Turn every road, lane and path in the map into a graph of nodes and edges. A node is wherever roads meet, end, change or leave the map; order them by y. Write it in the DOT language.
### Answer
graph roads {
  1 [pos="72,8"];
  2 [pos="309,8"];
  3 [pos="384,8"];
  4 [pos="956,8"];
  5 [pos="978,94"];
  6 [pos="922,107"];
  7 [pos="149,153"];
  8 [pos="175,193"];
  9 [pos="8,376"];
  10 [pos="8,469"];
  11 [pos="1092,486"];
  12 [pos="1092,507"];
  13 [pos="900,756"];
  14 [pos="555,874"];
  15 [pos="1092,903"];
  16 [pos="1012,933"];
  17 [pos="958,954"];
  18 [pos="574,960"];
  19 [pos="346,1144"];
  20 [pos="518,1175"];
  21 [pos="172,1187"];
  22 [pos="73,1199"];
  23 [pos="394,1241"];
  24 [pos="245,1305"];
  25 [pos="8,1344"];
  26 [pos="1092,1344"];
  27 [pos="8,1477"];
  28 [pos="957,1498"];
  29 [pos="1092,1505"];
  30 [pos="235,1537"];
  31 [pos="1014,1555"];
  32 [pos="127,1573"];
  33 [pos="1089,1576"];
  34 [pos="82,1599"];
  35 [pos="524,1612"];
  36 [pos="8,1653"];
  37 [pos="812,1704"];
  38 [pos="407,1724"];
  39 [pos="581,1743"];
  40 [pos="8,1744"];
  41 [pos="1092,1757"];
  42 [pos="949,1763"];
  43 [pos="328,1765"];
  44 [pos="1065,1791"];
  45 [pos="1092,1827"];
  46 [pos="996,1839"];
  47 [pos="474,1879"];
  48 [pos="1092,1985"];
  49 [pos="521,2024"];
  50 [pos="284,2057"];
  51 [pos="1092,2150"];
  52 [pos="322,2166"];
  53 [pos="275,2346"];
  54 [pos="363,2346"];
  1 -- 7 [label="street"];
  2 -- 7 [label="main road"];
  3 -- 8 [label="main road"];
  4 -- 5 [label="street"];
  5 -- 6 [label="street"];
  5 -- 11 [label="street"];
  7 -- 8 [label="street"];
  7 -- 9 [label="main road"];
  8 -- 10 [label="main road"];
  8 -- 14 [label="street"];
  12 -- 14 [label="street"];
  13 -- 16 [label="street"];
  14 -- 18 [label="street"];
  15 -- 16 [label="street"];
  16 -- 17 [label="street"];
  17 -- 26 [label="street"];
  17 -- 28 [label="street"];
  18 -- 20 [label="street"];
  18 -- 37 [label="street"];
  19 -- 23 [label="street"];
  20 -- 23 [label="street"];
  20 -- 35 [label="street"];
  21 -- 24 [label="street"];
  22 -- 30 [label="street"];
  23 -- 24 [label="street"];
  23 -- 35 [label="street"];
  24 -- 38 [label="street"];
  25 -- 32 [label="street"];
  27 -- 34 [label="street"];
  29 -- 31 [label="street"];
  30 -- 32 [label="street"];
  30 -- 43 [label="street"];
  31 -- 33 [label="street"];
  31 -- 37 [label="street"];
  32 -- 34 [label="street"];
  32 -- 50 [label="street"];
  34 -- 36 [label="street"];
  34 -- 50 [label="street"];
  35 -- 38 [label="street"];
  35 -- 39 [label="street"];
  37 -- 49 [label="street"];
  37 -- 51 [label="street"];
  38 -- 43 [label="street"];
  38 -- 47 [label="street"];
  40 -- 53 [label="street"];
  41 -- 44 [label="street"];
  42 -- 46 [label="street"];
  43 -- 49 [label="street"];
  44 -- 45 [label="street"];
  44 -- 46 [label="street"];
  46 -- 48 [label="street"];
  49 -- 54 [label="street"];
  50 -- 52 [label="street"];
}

*EXERCISE BRIEF:* Say how many lines in the entries contain the string "graph", and leave out everything else.

*WRITTEN REPLY:* 2